### Assignment
Write out exactly the line containing "Please list the" and all lines that come after it in the listing below, through the very last one.

===============

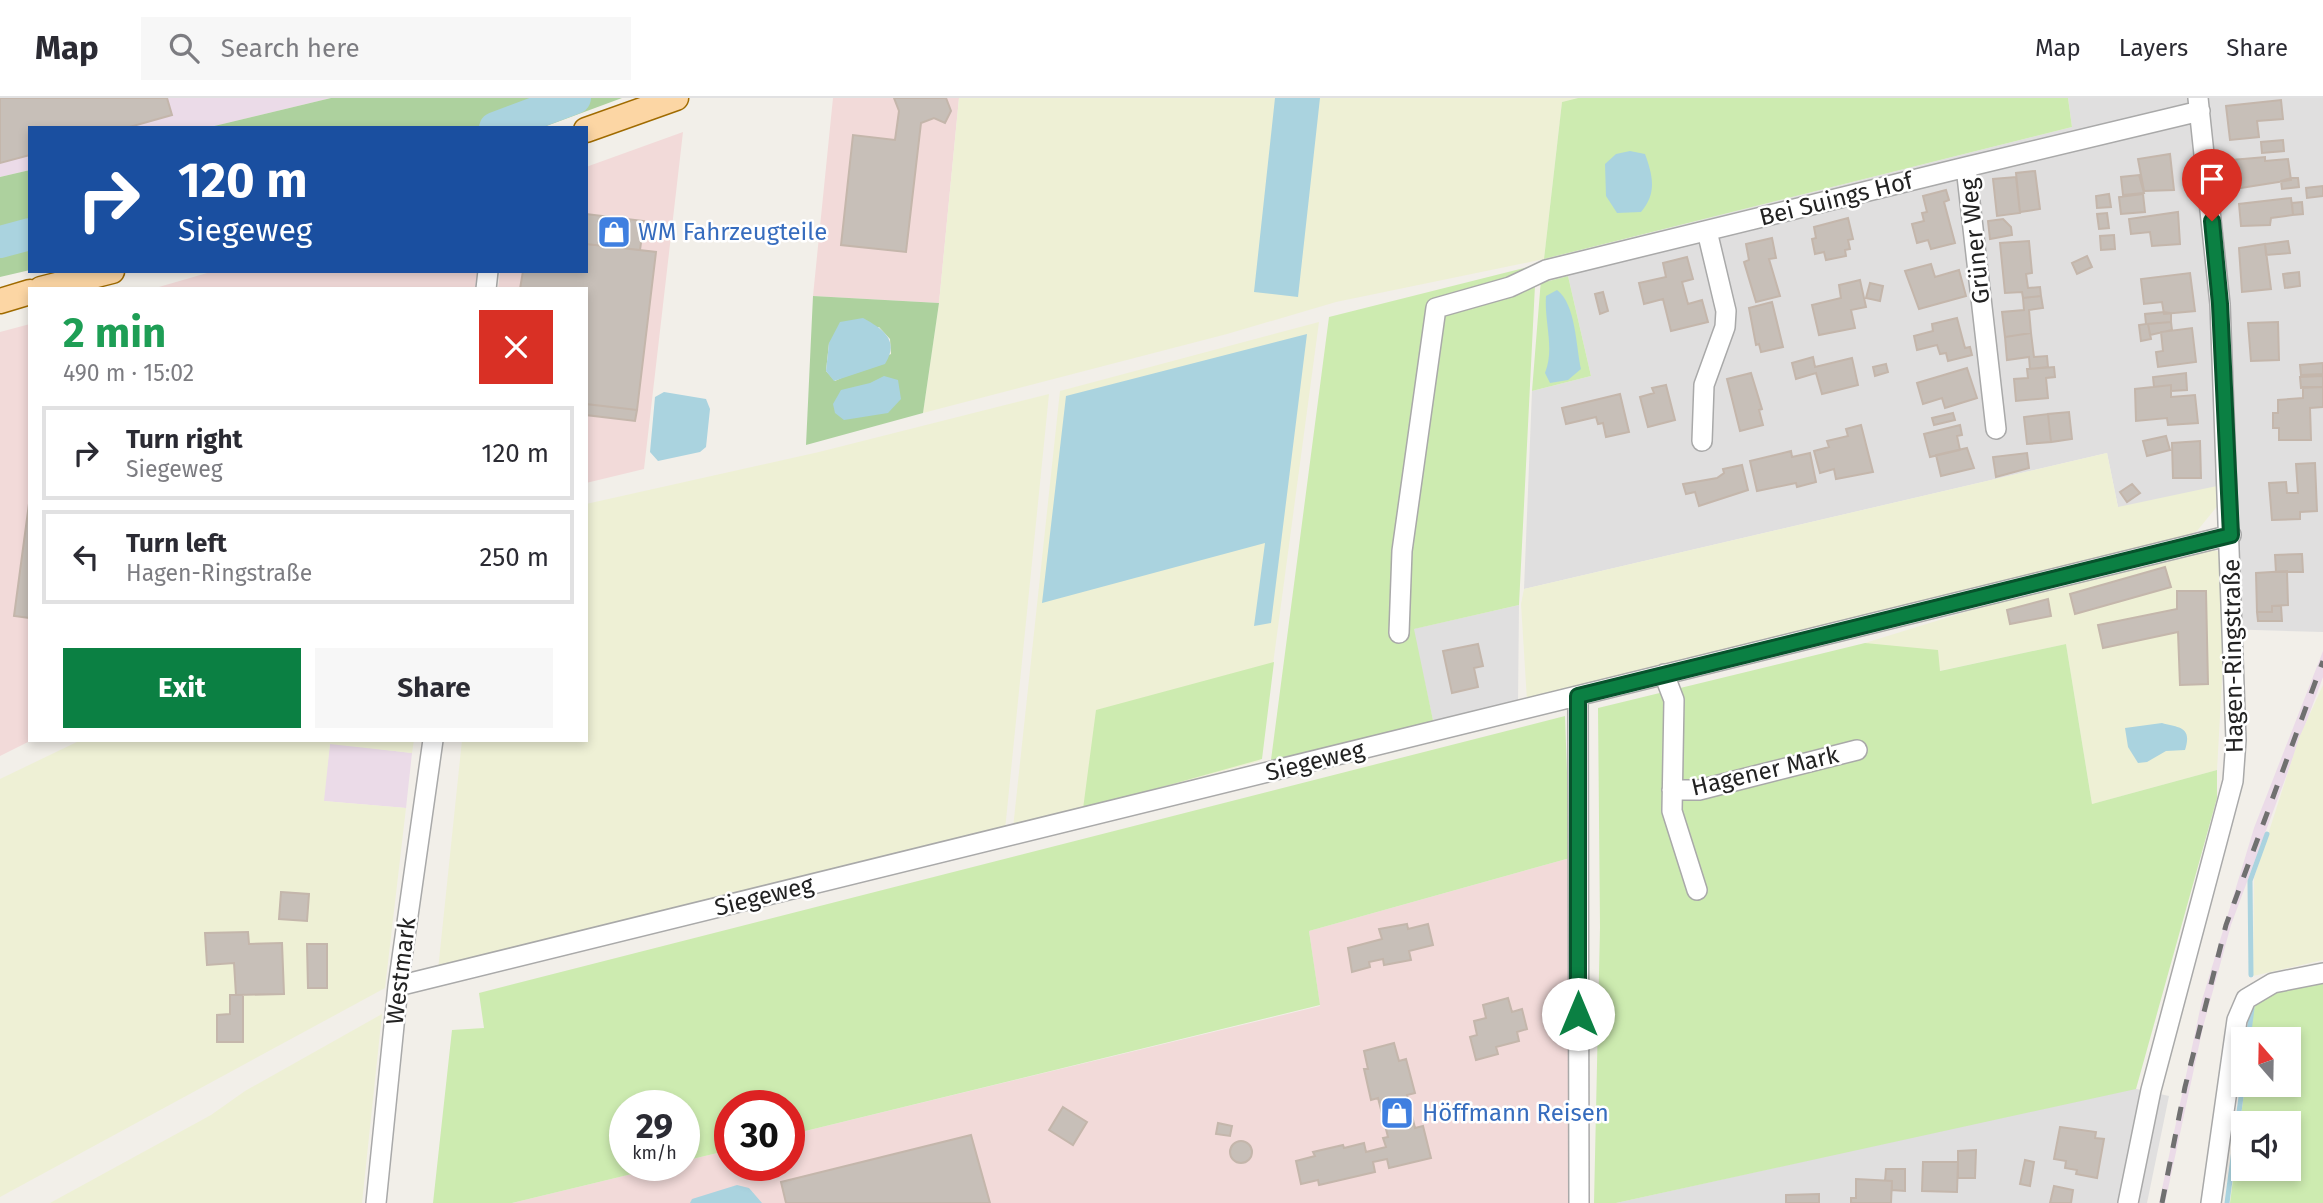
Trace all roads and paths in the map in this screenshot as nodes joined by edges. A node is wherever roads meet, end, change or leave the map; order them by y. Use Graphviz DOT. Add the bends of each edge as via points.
graph roads {
  1 [pos="676,98"];
  2 [pos="2199,105"];
  3 [pos="588,129"];
  4 [pos="1966,167"];
  5 [pos="1707,231"];
  6 [pos="104,273"];
  7 [pos="49,287"];
  8 [pos="28,293"];
  9 [pos="0,301"];
  10 [pos="1996,429"];
  11 [pos="1702,441"];
  12 [pos="2231,535"];
  13 [pos="1399,633"];
  14 [pos="1664,674"];
  15 [pos="1578,696"];
  16 [pos="433,742"];
  17 [pos="1857,750"];
  18 [pos="1672,790"];
  19 [pos="1697,890"];
  20 [pos="2323,973"];
  21 [pos="398,986"];
  22 [pos="376,1203"];
  23 [pos="1578,1203"];
  24 [pos="2128,1203"];
  25 [pos="2211,1203"];
  1 -- 3 [label="main road"];
  2 -- 4 [label="street, Grüner Weg"];
  2 -- 12 [label="street, Hagen-Ringstraße" via="2220,304"];
  4 -- 5 [label="street, Bei Suings Hof"];
  4 -- 10 [label="street, Grüner Weg"];
  5 -- 11 [label="street" via="1726,327 1703,386"];
  5 -- 13 [label="street, Bei Suings Hof" via="1546,270 1510,287 1436,308 1402,551"];
  6 -- 7 [label="main road"];
  8 -- 9 [label="main road"];
  12 -- 14 [label="street, Siegeweg"];
  12 -- 24 [label="street, Hagen-Ringstraße" via="2233,781 2151,1090"];
  14 -- 15 [label="street, Siegeweg"];
  14 -- 18 [label="street, Hagener Mark" via="1674,700"];
  15 -- 21 [label="street, Siegeweg"];
  15 -- 23 [label="street"];
  16 -- 21 [label="street, Westmark"];
  17 -- 18 [label="street, Hagener Mark" via="1699,790"];
  18 -- 19 [label="street, Hagener Mark" via="1672,811"];
  20 -- 25 [label="street" via="2273,983 2246,999 2237,1020"];
  21 -- 22 [label="street, Westmark"];
}
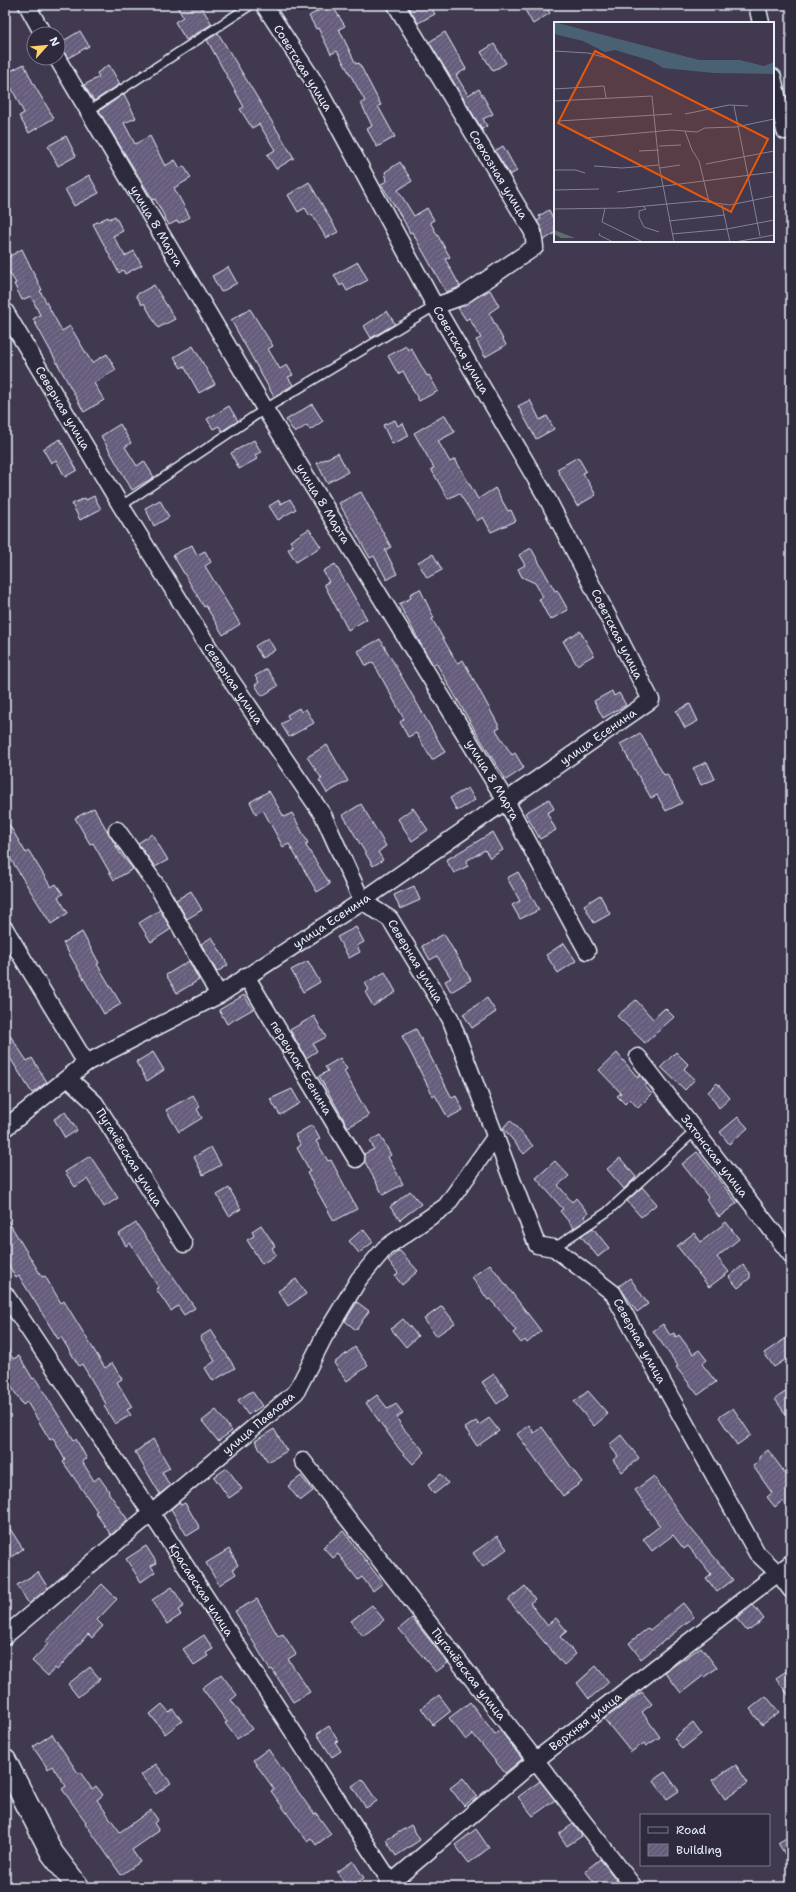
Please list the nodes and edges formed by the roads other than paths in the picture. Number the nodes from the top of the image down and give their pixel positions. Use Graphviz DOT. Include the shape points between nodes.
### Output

===============

### Written answer
Please list the nodes and edges formed by the roads other than paths in the picture. Number the nodes from the top of the image down and give their pixel positions. Use Graphviz DOT. Include the shape points between nodes.
### Output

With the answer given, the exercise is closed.